Llamó a Tina Brown, la
editora de la revista, y se lo dijo. Venía del mundo académico, pero adoraba la
cultura popular y tenía instinto para comprenderla. De hecho, no aguantaba el
ambiente universitario, prefería la calle.
Y ahora, ¿se siente usted dentro de ese equilibrio
que encontró con Sontag? No, ahora no. Lo busco, pero no siempre lo encuentro. Bueno… ahora en
lo que me centro es en proyectos ambiciosos, es lo que más me gusta. The
women’s book, por ejemplo, algo que empecé a pensar con Susan cuando
vivía; American music, Artists in the studios,trabajos que no
preparo para las revistas, sino para mis libros…
Después de haber llegado a ese acuerdo con el
fondo de inversión Colony Capital, que se encargaba de gestionar sus
proyectos para pagar la deuda que usted contrajo, ¿no dejó de sentirse un poco
más libre? ¿Cómo quedaron sus derechos?Nadie se apoderó de mis derechos. Nunca. Fue un
momento terrible. Caí en manos de un desastre de administrador, Ken Starr, que
está en la cárcel ahora mismo; me llevó a una situación muy precaria, con gente
espantosa, y me ha costado muchísimo salir de ahí, aunque ya casi lo he
logrado, no al 100%, pero digamos que en un 98,8%. Nunca me había preocupado
del dinero, ni de su procedencia, pero a partir de ese episodio sí.

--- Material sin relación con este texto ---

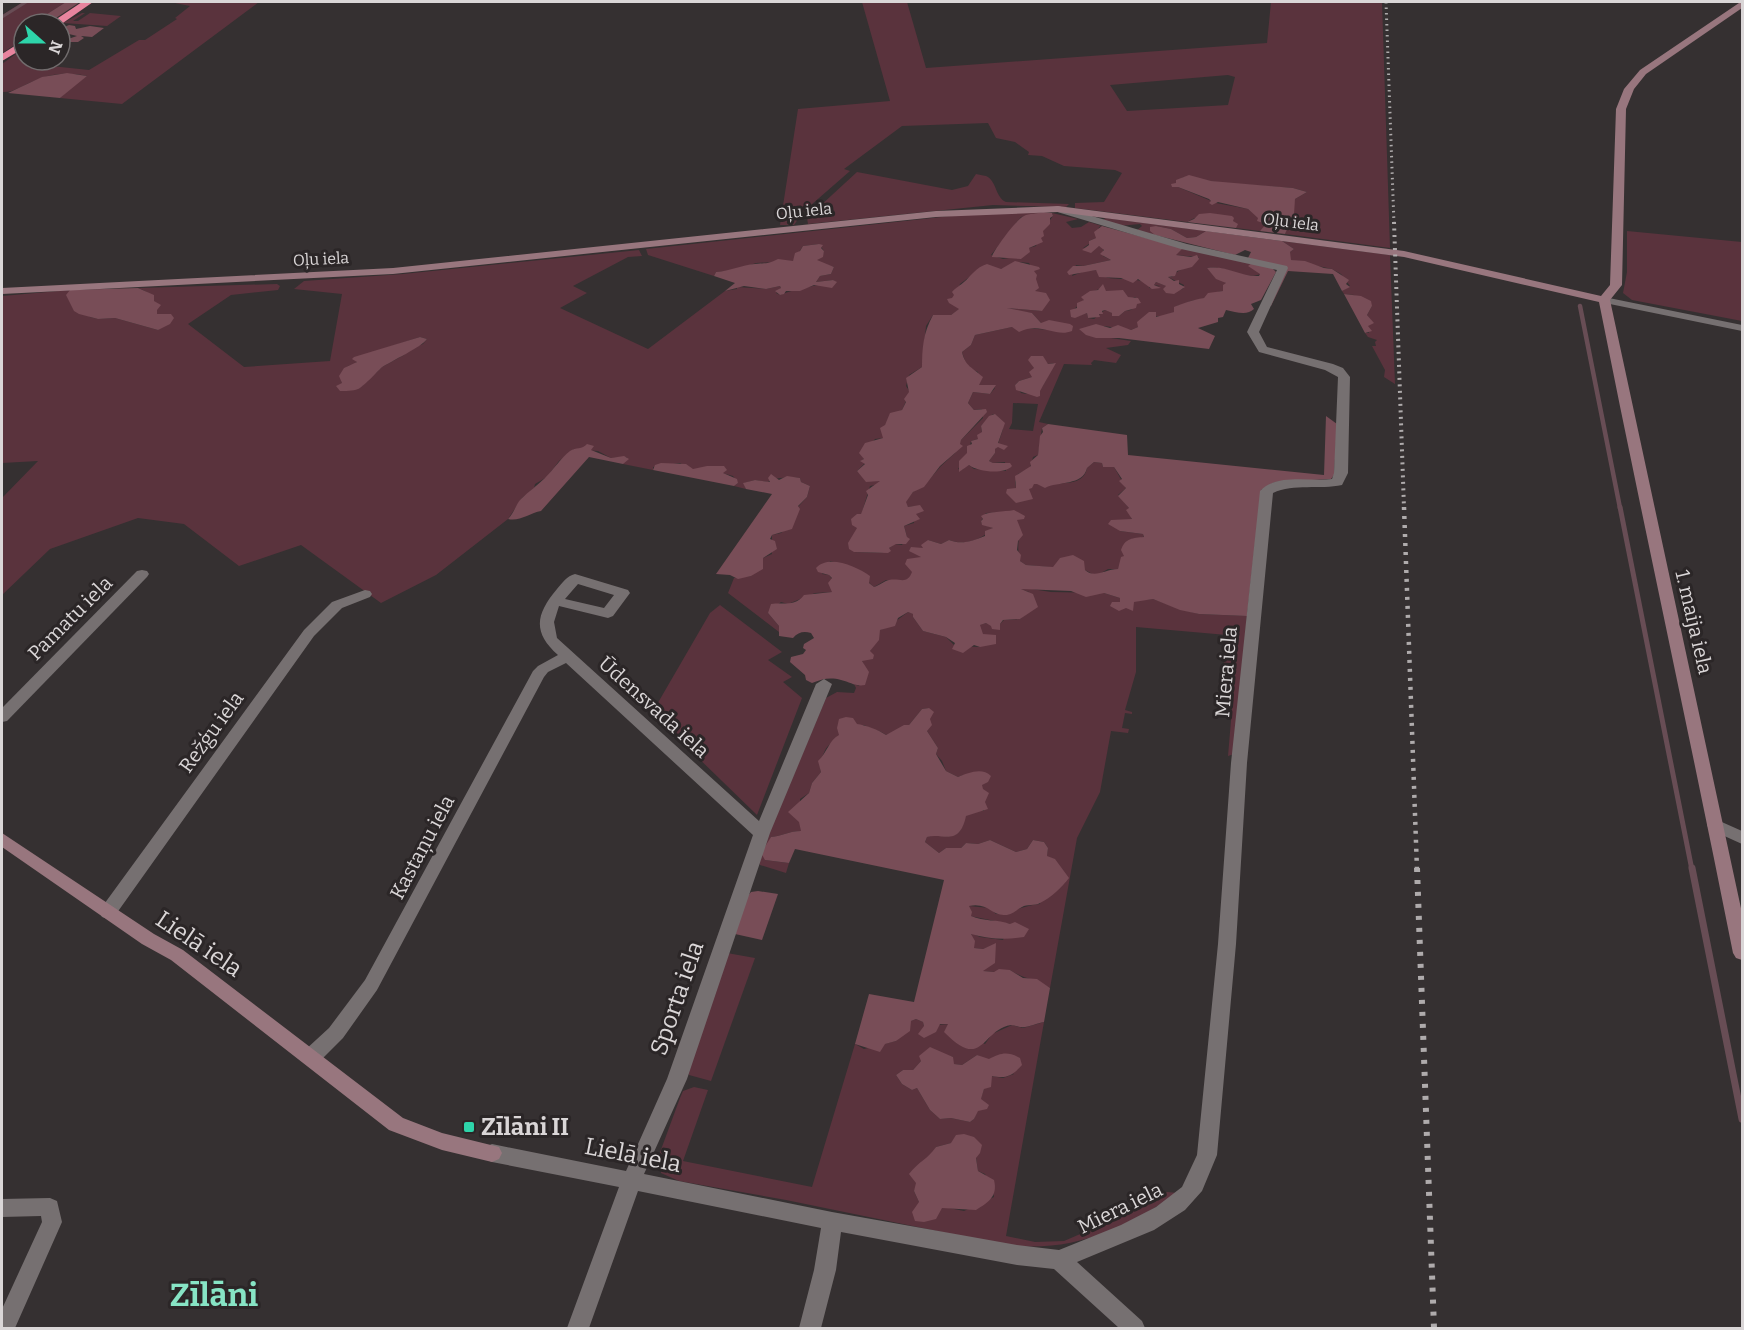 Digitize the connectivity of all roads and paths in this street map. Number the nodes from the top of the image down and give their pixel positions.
1 (88, 2) edge
2 (1743, 5) edge
3 (72, 12) edge
4 (1058, 209) junction
5 (2, 291) edge
6 (1604, 300) junction
7 (1743, 328) edge
8 (142, 574) dead end
9 (365, 594) dead end
10 (555, 601) dead end
11 (566, 657) junction
12 (824, 684) dead end
13 (2, 717) edge
14 (1715, 825) junction
15 (762, 833) junction
16 (1743, 838) edge
17 (2, 839) edge
18 (108, 912) junction
19 (1743, 953) edge
20 (311, 1057) junction
21 (631, 1181) junction
22 (2, 1208) edge
23 (832, 1221) junction
24 (1059, 1260) junction
25 (4, 1329) edge
26 (578, 1329) edge
27 (810, 1329) edge
28 (1134, 1329) edge

1 - 3 highway
2 - 6 street
4 - 5 street, Oļu iela
4 - 6 street, Oļu iela
4 - 24 street, Miera iela
6 - 7 street
6 - 14 street, 1. maija iela
8 - 13 street, Pamatu iela
9 - 18 street, Režģu iela
10 - 11 street, Ūdensvada iela
11 - 15 street, Ūdensvada iela
11 - 20 street, Kastaņu iela
12 - 15 street, Sporta iela
14 - 16 street
14 - 19 street, 1. maija iela
15 - 21 street, Sporta iela
17 - 18 street, Lielā iela
18 - 20 street, Lielā iela
20 - 21 street, Lielā iela
21 - 23 street, Lielā iela
21 - 26 street, Sporta iela
22 - 25 street
23 - 24 street, Lielā iela
23 - 27 street
24 - 28 street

¿Se ha vuelto más responsable? Eso es, se acabó aquello de:
“Maja, vete a hacer tus fotos y yo me ocupo del resto”. Nunca más. Ahora
sencillamente nos preocupamos de que todo esté en orden. Fue una lección terrible.
Ahora estoy en el camino correcto.
Pero, insisto, las consecuencias que le trajo
aquello, tener que ponerse a trabajar al servicio de alguien para pagar sus
deudas, ¿no le limitó? Sí y no. Aunque no me quejo. Más o menos he hecho lo que me ha dado
la gana toda mi vida. Aunque en las revistas trabajes siempre a lo que toca
hacer, es fundamental, porque de ahí es de donde sale luego lo que quieres
hacer. Además, en revistas como en las que yo he trabajado, la relación con la
cultura era muy fuerte, y a mí me interesa ese mundo. Tienes que preparar 30 o
40 retratos al año. Algunos salen muy bien, otros no tanto. Me considero una
buena editora: los traslado a mis libros, controlo completamente mi trabajo,
pero las revistas tienen su propia dinámica y no pasa la prensa impresa por su
mejor momento de ventas. Una pena, a mí me gusta manosear el papel.
Más trabajando para una revista como Vanity
Fair, espectacular hasta en la impresión de los anuncios. Me gusta, me
encanta pertenecer a ese mundo, a esa cultura impresa. Vamos a ver en qué acaba
esto, me temo que en mitad del proceso asistiremos a alguna ruina más.